■ **Input records**:
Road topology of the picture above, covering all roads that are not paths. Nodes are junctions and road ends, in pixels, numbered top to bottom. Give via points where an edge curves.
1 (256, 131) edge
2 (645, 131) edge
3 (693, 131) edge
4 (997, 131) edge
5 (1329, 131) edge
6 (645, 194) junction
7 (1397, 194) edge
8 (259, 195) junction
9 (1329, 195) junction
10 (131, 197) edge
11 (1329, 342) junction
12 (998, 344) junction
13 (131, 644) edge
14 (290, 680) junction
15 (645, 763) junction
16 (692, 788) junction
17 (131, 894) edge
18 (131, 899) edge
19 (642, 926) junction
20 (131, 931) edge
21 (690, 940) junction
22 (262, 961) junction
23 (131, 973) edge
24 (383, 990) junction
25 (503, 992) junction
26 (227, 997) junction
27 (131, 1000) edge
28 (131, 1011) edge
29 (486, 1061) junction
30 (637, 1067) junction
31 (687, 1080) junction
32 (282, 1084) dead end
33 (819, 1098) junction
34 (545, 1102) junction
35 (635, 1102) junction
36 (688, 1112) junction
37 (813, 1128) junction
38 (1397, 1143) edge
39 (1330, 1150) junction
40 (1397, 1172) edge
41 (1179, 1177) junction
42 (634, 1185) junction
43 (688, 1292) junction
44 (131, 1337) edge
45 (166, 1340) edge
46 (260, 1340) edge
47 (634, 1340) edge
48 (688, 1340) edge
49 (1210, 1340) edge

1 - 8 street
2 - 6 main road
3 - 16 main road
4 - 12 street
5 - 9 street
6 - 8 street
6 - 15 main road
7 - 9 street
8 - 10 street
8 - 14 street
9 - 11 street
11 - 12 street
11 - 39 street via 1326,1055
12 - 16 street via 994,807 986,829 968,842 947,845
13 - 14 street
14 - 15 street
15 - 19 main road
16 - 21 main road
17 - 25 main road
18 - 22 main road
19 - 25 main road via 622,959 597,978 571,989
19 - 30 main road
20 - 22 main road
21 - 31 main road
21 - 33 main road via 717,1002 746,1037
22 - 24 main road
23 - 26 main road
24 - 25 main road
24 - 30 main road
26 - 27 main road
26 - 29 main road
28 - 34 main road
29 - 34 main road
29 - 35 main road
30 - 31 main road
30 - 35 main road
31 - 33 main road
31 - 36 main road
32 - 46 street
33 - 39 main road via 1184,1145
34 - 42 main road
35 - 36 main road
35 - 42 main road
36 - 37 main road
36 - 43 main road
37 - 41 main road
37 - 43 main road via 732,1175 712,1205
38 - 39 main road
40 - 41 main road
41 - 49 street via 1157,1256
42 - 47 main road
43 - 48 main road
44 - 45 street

■ **Exercise brief**:
Set down, exactly and completely, all of the material.

■ **Exercise solution**:
Road topology of the picture above, covering all roads that are not paths. Nodes are junctions and road ends, in pixels, numbered top to bottom. Give via points where an edge curves.
1 (256, 131) edge
2 (645, 131) edge
3 (693, 131) edge
4 (997, 131) edge
5 (1329, 131) edge
6 (645, 194) junction
7 (1397, 194) edge
8 (259, 195) junction
9 (1329, 195) junction
10 (131, 197) edge
11 (1329, 342) junction
12 (998, 344) junction
13 (131, 644) edge
14 (290, 680) junction
15 (645, 763) junction
16 (692, 788) junction
17 (131, 894) edge
18 (131, 899) edge
19 (642, 926) junction
20 (131, 931) edge
21 (690, 940) junction
22 (262, 961) junction
23 (131, 973) edge
24 (383, 990) junction
25 (503, 992) junction
26 (227, 997) junction
27 (131, 1000) edge
28 (131, 1011) edge
29 (486, 1061) junction
30 (637, 1067) junction
31 (687, 1080) junction
32 (282, 1084) dead end
33 (819, 1098) junction
34 (545, 1102) junction
35 (635, 1102) junction
36 (688, 1112) junction
37 (813, 1128) junction
38 (1397, 1143) edge
39 (1330, 1150) junction
40 (1397, 1172) edge
41 (1179, 1177) junction
42 (634, 1185) junction
43 (688, 1292) junction
44 (131, 1337) edge
45 (166, 1340) edge
46 (260, 1340) edge
47 (634, 1340) edge
48 (688, 1340) edge
49 (1210, 1340) edge

1 - 8 street
2 - 6 main road
3 - 16 main road
4 - 12 street
5 - 9 street
6 - 8 street
6 - 15 main road
7 - 9 street
8 - 10 street
8 - 14 street
9 - 11 street
11 - 12 street
11 - 39 street via 1326,1055
12 - 16 street via 994,807 986,829 968,842 947,845
13 - 14 street
14 - 15 street
15 - 19 main road
16 - 21 main road
17 - 25 main road
18 - 22 main road
19 - 25 main road via 622,959 597,978 571,989
19 - 30 main road
20 - 22 main road
21 - 31 main road
21 - 33 main road via 717,1002 746,1037
22 - 24 main road
23 - 26 main road
24 - 25 main road
24 - 30 main road
26 - 27 main road
26 - 29 main road
28 - 34 main road
29 - 34 main road
29 - 35 main road
30 - 31 main road
30 - 35 main road
31 - 33 main road
31 - 36 main road
32 - 46 street
33 - 39 main road via 1184,1145
34 - 42 main road
35 - 36 main road
35 - 42 main road
36 - 37 main road
36 - 43 main road
37 - 41 main road
37 - 43 main road via 732,1175 712,1205
38 - 39 main road
40 - 41 main road
41 - 49 street via 1157,1256
42 - 47 main road
43 - 48 main road
44 - 45 street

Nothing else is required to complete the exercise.